I had not formulated the HH theory when I wrote that post, but it fits the bill of what I said there: it is the metabolic effects of the pertinent foods in “cafeteria” diets that make them “rewarding” and engender the secondary effects on pleasure-related neurotransmitters like beta endorphin, dopamine or serotonin. What HH does is to more specifically locate the primary metabolic effects within the arcuate nucleus of the hypothalamus, rather than elsewhere in the body.
I think that HH can explain a number of things that FRH cannot. FRH is a somewhat vague in that it does not go very far to identify what specific attributes of food make them rewarding and what specific mechanism are involved. Somehow, sugar, fat and salt are involved. It is more like a schema than a full theory, which makes it hard to test or criticize. By contrast, HH is very specific about the mechanisms by which specific food chemistries interact with specific parts of the brain.
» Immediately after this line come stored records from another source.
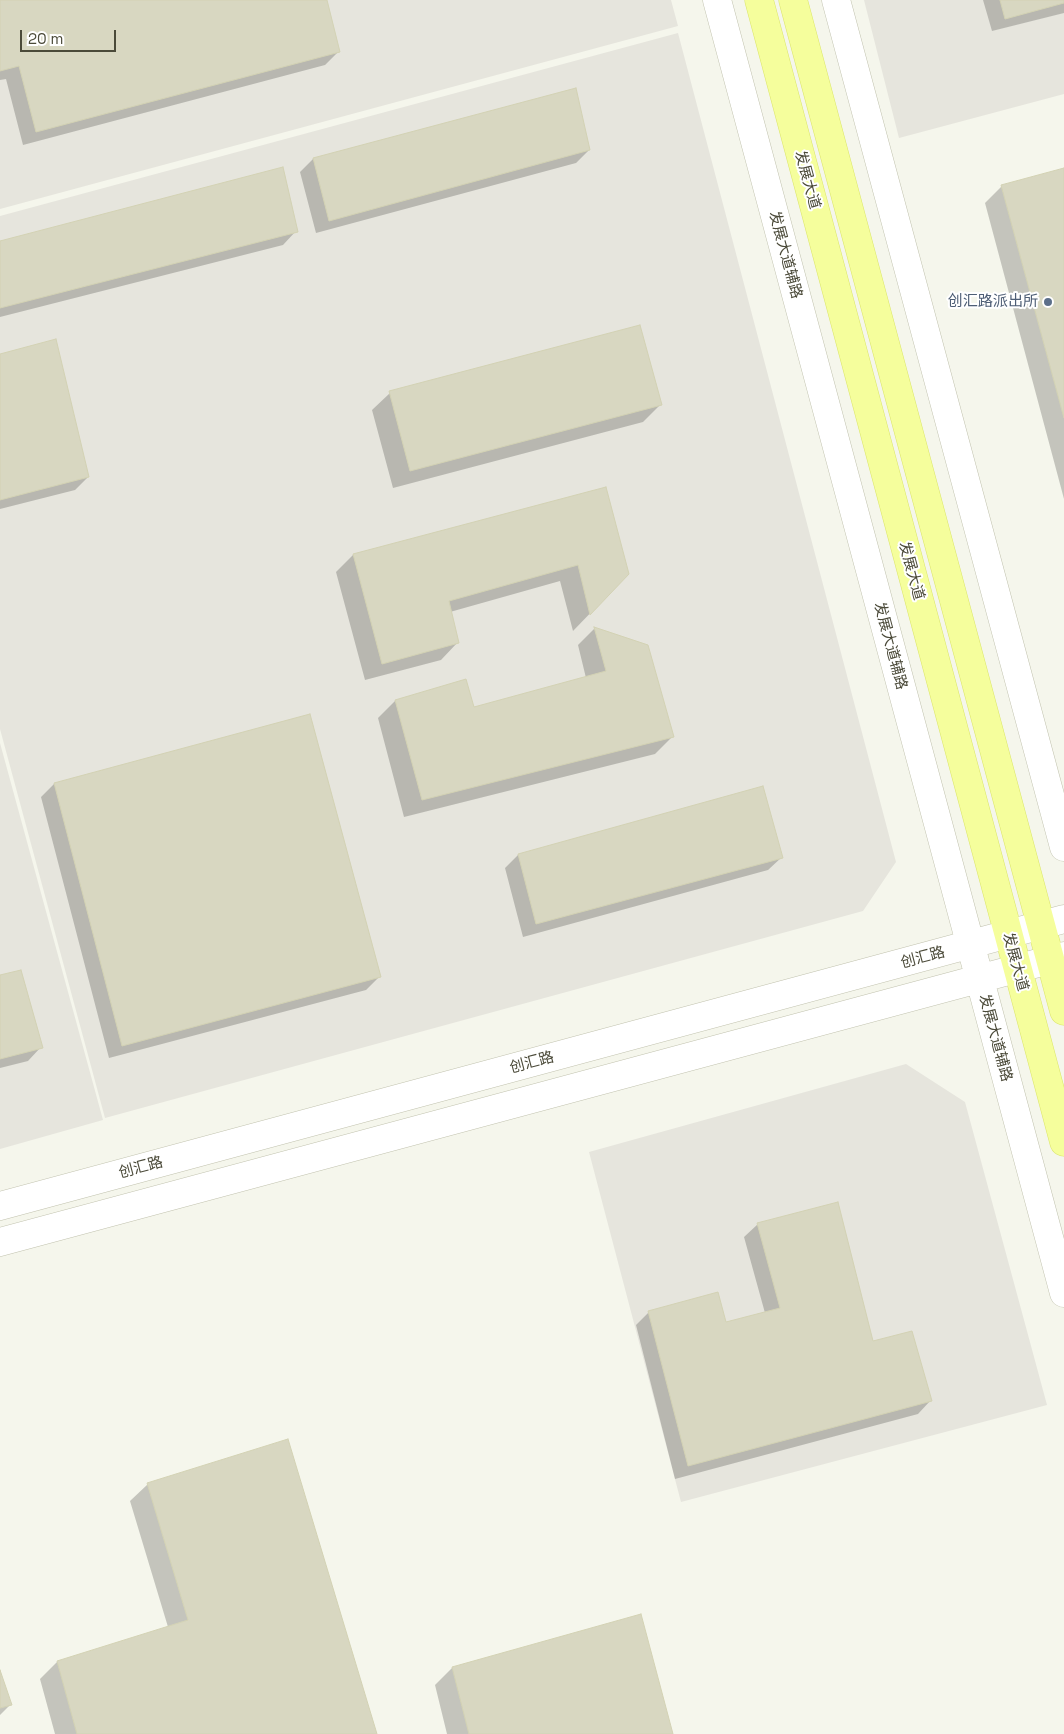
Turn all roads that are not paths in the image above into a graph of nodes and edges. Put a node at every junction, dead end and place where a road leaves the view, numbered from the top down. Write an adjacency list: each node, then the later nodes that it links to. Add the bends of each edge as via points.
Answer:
1 (717, 0): 8 (street, 发展大道辅路)
2 (759, 0): 7 (main road, 发展大道)
3 (793, 0): 6 (main road)
4 (836, 0): 5 (street)
5 (1064, 847)
6 (1052, 922): 7 (street, 创汇路); 9 (main road)
7 (1008, 935): 8 (street, 创汇路); 10 (main road, 发展大道)
8 (970, 945): 11 (street, 发展大道辅路); 14 (street, 创汇路)
9 (1057, 958): 10 (street); 12 (main road)
10 (1017, 968): 11 (street); 13 (main road, 发展大道)
11 (979, 978): 15 (street); 16 (street, 发展大道辅路)
12 (1064, 1011)
13 (1064, 1142)
14 (0, 1206)
15 (0, 1242)
16 (1064, 1293)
HH, unlike FRH, provides an explanation for why certain “rewarding” foods will eventually lead to either subcutaneous obesity or rather intra-abdominal obesity. HH holds that if you are neither leptin resistant or insulin resistant, then no foods will be inherently hyper-rewarding, at least initially. Foods only become hyper-rewarding once insulin or leptin resistance begins to manifest itself. HH makes the further prediction that very tasty, palatable foods that contain no fructose or sucrose (or other agents that elevate triglycerides) or pro-inflammatory fats, will not lead to obesity, no matter how good they taste.
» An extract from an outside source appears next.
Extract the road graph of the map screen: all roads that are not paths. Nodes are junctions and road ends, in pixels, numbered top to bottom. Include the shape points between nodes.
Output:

A wider perspective: The homeostatic pleasure principle. Finally, I think that the Hypothalamic Hypothesis provides a way to connect the hormonal regulation of obesity to something overlooked by both CIH and FRH: the role of emotion and cognition in obesity, and the relation of obesity to our wider sense of well being. Obesity is often a response to emotional factors like stress and depression, and conversely might be reversed by cognitive techniques such as cognitive reframing and meditation. By locating the original of obesity within the hypothalamus, it becomes plausible to understand how stress hormones like cortisol and or calming neurotransmitters like serotonin can have a powerful and direct effect on the behavior of hypothalamic neurons and their sensitivity to leptin and insulin, since these neurochemicals are lurking nearby within the “neighborhood” of the brain. Looked at more broadly, the hypothalamus can be thought of as a homeostatic regulation system that attempts to maintain an internal subjective sense of well-being or pleasure with respect to a broad range of drives, including not just eating, but sleep, sex, aggression, fear and other emotions. This homeostatic “pleasure principle” is fundamental — its provides a way to translate objective needs of the organism into conscious desires and emotions. This fits into a related line of thinking about brain receptor sensitivity that I wrote about in my post “Change your receptors, change your set point“. Whenever there is a dysregulation of the pleasure principle, such as occurs in the appetite drive of obesity, but also in conditions such as depression or addiction, we should look within the control system itself to find out what is going wrong. And that is what the HH does, by looking for specific brain mechanisms that explain not only our subjective experience, but the way the rest of the body responds objectively in homeostatic response to physiological disturbances.